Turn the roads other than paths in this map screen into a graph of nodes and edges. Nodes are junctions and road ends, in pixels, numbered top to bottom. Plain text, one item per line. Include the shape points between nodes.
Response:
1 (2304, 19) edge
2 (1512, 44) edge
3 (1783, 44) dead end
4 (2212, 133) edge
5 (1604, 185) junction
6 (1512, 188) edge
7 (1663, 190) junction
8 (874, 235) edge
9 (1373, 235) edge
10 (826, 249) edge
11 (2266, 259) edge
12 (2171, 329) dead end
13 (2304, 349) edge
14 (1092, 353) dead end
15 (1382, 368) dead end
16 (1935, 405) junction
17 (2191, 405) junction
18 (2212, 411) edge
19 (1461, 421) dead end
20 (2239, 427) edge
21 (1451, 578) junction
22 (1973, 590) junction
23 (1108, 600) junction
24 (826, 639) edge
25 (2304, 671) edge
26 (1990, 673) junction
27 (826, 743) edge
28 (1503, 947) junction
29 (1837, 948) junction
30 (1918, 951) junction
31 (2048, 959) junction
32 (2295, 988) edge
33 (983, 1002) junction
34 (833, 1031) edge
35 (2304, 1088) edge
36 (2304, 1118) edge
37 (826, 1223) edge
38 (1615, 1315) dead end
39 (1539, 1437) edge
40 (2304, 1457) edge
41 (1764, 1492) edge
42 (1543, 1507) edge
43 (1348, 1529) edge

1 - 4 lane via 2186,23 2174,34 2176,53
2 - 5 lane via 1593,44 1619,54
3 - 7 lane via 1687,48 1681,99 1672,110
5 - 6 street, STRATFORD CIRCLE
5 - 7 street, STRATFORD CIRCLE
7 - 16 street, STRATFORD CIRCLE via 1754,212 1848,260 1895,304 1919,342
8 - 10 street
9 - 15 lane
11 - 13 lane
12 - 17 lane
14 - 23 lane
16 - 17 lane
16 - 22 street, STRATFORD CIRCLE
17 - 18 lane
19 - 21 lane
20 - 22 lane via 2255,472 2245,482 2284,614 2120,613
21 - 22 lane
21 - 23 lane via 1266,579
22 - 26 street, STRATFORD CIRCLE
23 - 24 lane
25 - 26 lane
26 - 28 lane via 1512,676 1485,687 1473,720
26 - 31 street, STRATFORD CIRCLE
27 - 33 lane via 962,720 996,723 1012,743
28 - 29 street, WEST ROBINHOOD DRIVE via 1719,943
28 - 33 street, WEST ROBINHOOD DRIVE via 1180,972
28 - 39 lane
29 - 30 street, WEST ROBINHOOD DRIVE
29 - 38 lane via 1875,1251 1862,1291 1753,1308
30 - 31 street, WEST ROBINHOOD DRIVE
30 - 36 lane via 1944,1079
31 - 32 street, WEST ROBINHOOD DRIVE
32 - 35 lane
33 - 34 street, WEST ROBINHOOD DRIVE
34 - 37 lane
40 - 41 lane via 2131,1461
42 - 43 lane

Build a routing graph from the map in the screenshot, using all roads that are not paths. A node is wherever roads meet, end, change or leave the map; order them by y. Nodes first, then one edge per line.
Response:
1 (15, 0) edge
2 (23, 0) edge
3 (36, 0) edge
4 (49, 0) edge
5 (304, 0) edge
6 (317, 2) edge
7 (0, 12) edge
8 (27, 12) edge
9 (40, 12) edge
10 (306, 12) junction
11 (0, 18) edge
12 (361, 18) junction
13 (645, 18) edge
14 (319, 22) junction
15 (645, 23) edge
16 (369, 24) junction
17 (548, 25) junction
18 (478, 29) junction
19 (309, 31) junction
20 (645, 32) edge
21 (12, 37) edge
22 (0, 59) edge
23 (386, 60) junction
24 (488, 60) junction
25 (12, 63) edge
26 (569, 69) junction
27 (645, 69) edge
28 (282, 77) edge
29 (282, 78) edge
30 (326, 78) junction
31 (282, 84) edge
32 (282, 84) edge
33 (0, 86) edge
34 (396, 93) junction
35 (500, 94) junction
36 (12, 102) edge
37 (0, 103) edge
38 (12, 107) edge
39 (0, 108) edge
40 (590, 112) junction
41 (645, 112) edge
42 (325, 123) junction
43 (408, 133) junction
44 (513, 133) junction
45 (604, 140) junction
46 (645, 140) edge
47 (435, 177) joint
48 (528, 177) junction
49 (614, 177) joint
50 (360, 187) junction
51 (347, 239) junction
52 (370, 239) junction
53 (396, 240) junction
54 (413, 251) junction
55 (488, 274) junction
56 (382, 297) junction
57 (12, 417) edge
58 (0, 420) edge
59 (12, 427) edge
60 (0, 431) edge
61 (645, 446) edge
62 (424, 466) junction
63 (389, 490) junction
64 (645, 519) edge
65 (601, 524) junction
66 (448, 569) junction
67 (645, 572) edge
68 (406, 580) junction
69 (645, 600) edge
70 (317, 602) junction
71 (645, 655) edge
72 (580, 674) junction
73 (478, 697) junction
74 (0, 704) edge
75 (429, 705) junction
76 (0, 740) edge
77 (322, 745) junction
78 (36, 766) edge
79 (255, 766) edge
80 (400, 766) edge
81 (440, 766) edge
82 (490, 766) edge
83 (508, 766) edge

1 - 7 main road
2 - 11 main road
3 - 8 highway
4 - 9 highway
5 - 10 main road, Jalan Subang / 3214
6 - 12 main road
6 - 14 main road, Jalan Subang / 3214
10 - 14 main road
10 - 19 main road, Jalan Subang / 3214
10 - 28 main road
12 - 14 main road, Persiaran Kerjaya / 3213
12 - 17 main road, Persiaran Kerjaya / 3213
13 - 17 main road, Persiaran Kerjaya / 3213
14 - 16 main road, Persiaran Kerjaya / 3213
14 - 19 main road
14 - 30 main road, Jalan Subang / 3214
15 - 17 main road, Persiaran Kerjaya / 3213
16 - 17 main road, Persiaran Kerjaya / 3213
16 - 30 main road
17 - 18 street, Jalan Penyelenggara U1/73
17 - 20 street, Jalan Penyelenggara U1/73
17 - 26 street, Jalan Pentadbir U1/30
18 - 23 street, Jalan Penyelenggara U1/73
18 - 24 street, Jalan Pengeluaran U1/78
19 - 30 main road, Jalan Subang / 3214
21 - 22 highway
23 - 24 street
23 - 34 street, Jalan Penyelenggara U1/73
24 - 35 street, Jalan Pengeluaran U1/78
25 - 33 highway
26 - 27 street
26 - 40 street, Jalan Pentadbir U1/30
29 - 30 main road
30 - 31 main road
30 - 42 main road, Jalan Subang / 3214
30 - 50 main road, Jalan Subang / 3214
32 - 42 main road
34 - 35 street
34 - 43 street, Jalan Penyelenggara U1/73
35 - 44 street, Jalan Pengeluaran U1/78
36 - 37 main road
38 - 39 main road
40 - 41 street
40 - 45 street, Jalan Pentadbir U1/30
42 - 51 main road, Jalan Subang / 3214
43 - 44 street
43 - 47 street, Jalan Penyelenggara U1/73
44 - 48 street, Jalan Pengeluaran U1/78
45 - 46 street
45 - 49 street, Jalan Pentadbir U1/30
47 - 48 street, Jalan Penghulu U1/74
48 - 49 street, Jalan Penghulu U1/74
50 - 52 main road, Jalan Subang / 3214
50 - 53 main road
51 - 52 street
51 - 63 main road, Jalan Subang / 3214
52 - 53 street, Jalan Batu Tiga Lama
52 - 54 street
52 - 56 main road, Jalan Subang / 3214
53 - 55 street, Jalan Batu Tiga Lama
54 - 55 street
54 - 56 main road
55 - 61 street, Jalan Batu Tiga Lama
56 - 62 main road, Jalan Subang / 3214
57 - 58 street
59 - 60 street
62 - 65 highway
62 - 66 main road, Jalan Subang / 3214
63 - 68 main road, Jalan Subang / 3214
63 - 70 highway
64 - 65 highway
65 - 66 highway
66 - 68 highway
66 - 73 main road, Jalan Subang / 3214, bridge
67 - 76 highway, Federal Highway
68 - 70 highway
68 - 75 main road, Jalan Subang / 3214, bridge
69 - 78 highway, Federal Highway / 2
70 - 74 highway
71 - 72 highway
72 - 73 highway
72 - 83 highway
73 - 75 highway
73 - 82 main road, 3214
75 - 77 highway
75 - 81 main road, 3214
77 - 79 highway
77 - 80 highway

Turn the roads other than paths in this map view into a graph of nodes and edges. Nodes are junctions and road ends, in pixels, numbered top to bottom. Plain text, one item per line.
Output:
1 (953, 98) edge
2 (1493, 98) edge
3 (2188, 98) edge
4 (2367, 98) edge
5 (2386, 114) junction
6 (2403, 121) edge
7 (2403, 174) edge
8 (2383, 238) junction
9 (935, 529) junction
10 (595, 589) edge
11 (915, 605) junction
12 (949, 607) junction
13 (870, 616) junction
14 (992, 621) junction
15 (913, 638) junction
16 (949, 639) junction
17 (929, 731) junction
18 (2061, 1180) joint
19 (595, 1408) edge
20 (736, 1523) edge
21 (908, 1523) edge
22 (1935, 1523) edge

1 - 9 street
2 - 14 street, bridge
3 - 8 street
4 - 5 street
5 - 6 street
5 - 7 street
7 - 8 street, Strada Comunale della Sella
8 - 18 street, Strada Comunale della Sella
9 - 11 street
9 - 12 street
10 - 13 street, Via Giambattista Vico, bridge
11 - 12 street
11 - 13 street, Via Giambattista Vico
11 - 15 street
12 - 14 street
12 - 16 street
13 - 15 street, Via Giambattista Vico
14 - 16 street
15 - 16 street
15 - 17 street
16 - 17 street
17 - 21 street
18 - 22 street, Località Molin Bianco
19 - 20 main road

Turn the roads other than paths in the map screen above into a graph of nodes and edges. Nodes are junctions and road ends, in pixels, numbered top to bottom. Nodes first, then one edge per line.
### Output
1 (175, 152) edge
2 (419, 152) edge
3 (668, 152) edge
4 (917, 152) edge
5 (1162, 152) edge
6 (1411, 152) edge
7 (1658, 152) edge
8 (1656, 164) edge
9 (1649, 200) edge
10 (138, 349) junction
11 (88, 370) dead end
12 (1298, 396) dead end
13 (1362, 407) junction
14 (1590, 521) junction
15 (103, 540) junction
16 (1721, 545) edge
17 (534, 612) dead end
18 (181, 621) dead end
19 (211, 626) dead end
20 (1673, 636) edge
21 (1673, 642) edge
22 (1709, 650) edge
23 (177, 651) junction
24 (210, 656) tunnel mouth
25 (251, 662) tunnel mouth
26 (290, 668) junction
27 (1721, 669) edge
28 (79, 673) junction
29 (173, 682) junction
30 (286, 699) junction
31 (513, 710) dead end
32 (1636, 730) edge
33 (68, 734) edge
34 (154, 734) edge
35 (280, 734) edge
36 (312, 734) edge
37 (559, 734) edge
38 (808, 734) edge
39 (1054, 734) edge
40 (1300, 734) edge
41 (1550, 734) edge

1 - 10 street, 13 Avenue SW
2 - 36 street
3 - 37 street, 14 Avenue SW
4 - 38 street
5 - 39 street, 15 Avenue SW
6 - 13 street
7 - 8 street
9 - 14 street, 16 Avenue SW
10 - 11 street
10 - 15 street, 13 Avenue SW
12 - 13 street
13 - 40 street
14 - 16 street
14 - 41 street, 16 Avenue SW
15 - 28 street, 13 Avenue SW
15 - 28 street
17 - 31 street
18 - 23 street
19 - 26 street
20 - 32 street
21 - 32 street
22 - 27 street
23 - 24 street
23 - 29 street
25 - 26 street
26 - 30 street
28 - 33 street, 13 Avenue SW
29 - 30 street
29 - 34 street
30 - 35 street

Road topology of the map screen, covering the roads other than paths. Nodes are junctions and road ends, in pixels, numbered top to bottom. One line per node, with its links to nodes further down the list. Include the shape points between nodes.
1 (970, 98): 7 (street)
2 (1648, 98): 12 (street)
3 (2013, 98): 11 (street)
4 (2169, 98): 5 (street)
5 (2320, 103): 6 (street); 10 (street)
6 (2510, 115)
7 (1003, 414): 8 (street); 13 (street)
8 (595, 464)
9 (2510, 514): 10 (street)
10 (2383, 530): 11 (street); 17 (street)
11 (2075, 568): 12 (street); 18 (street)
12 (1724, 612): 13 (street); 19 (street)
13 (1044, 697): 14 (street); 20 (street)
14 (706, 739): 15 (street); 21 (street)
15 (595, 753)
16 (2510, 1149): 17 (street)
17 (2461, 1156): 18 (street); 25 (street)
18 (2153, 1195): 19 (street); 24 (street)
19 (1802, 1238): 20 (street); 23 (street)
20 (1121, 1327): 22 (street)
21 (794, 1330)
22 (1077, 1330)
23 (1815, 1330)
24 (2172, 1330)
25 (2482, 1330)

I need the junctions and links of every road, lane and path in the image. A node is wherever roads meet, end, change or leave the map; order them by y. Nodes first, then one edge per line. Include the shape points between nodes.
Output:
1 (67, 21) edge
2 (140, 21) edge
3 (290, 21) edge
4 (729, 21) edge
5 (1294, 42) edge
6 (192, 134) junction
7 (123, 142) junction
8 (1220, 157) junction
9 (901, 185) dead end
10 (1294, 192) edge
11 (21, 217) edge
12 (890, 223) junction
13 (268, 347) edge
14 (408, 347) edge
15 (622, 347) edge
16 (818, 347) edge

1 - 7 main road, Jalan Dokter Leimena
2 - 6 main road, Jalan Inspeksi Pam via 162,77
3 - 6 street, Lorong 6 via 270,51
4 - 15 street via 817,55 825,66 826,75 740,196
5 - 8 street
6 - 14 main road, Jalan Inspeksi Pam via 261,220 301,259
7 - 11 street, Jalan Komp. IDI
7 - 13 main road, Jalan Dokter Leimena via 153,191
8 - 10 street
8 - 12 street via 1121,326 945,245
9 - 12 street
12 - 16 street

::::::::

* Task goal:
Find the lines that mention "Federal" in the entries and show them.

* Exercise output:
67 - 76 highway, Federal Highway
69 - 78 highway, Federal Highway / 2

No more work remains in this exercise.